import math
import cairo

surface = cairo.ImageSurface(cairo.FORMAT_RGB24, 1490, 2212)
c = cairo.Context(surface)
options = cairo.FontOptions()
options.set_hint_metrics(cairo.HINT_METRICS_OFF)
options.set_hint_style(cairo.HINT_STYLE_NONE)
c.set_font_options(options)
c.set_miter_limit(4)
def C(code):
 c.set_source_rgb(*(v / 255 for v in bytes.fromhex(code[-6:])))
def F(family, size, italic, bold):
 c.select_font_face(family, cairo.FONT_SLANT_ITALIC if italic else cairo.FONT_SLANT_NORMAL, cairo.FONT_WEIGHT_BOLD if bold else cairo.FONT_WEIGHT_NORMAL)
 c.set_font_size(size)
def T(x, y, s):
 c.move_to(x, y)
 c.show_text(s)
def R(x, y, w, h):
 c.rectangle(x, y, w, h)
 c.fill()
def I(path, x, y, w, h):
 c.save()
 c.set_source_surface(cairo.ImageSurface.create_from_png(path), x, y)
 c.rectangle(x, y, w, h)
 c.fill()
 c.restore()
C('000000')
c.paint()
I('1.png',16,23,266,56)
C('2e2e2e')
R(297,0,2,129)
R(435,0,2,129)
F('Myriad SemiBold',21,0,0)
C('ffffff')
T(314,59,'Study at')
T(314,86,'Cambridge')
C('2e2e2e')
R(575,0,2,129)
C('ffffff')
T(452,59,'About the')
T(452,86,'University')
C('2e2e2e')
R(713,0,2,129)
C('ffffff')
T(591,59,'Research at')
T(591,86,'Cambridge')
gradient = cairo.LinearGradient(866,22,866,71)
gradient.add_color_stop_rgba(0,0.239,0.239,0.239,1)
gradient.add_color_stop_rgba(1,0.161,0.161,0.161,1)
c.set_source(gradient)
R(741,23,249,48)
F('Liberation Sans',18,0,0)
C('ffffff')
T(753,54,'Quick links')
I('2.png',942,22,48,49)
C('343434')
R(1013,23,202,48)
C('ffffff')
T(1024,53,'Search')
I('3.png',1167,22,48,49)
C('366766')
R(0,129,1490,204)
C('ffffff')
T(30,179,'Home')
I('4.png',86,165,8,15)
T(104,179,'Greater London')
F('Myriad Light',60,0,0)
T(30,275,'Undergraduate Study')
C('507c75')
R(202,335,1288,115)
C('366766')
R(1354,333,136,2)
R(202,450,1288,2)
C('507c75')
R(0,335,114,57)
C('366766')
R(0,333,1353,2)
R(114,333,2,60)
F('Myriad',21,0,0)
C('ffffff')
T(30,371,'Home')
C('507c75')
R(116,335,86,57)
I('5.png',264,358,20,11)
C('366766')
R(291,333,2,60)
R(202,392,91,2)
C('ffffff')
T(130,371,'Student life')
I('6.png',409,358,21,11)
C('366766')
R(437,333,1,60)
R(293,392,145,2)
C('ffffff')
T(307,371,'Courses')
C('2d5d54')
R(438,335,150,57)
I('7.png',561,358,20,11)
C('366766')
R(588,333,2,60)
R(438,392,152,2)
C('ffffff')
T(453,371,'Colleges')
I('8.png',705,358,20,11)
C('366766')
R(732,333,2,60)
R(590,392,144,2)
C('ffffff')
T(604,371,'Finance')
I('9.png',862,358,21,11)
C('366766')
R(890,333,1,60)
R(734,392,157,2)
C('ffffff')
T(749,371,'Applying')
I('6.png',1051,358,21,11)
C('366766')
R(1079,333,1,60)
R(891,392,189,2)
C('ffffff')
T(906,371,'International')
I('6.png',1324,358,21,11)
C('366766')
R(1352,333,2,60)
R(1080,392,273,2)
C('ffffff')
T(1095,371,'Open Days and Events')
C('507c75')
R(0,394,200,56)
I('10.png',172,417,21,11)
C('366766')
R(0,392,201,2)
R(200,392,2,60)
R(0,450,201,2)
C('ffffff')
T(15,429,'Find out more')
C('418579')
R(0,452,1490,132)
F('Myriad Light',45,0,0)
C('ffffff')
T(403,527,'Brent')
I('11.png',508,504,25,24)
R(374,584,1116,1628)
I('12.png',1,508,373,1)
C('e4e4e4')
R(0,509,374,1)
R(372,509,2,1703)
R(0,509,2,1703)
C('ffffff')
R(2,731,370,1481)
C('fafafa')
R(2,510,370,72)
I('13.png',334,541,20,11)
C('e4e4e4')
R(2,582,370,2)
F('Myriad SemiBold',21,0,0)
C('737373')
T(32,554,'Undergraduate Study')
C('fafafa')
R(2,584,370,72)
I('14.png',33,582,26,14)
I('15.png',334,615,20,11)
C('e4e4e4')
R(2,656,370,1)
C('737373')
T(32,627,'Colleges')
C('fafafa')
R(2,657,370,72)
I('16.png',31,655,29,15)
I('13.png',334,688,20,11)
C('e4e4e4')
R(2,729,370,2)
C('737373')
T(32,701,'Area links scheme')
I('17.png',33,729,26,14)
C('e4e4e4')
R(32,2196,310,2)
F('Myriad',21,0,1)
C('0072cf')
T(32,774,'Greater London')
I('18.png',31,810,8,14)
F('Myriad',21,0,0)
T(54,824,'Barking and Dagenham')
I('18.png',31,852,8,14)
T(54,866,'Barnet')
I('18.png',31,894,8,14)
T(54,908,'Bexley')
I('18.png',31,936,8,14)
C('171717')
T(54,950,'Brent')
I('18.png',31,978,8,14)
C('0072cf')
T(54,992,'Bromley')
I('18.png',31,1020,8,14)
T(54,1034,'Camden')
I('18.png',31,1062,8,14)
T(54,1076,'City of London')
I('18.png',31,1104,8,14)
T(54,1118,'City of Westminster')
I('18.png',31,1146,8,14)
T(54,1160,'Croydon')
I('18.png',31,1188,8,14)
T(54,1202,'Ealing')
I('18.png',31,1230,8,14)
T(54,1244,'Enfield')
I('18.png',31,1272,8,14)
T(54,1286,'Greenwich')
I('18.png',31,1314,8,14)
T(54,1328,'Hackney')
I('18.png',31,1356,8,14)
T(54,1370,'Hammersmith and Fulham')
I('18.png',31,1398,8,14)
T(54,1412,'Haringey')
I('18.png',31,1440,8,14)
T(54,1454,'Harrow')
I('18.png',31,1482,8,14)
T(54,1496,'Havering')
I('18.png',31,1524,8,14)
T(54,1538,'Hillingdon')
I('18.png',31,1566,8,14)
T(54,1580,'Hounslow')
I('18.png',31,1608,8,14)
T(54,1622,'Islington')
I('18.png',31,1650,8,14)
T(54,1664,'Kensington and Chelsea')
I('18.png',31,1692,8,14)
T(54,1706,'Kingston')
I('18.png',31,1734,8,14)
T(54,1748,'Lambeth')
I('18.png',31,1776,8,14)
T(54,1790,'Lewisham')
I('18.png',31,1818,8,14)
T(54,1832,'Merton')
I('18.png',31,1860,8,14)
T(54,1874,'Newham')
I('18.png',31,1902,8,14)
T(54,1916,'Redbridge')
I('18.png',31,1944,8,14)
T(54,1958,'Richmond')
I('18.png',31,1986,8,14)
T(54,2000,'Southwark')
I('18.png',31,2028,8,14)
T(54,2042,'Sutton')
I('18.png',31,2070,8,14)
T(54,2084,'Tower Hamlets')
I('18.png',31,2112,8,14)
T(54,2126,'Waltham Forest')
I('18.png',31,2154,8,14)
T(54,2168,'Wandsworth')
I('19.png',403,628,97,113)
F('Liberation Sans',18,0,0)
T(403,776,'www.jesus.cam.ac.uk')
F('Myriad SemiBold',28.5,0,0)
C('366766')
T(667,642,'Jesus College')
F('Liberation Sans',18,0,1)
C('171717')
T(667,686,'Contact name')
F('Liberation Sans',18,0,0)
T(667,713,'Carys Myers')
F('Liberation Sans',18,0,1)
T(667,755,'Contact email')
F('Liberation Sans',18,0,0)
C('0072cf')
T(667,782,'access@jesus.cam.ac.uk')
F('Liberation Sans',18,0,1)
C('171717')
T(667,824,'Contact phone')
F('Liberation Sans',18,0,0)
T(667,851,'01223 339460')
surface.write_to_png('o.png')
· · · · · · ·
About this exercise –
Output the data exactly, from the first line through the line that holds "c.restore()", so that no later line appears.

Exercise answer –
import math
import cairo

surface = cairo.ImageSurface(cairo.FORMAT_RGB24, 1490, 2212)
c = cairo.Context(surface)
options = cairo.FontOptions()
options.set_hint_metrics(cairo.HINT_METRICS_OFF)
options.set_hint_style(cairo.HINT_STYLE_NONE)
c.set_font_options(options)
c.set_miter_limit(4)
def C(code):
 c.set_source_rgb(*(v / 255 for v in bytes.fromhex(code[-6:])))
def F(family, size, italic, bold):
 c.select_font_face(family, cairo.FONT_SLANT_ITALIC if italic else cairo.FONT_SLANT_NORMAL, cairo.FONT_WEIGHT_BOLD if bold else cairo.FONT_WEIGHT_NORMAL)
 c.set_font_size(size)
def T(x, y, s):
 c.move_to(x, y)
 c.show_text(s)
def R(x, y, w, h):
 c.rectangle(x, y, w, h)
 c.fill()
def I(path, x, y, w, h):
 c.save()
 c.set_source_surface(cairo.ImageSurface.create_from_png(path), x, y)
 c.rectangle(x, y, w, h)
 c.fill()
 c.restore()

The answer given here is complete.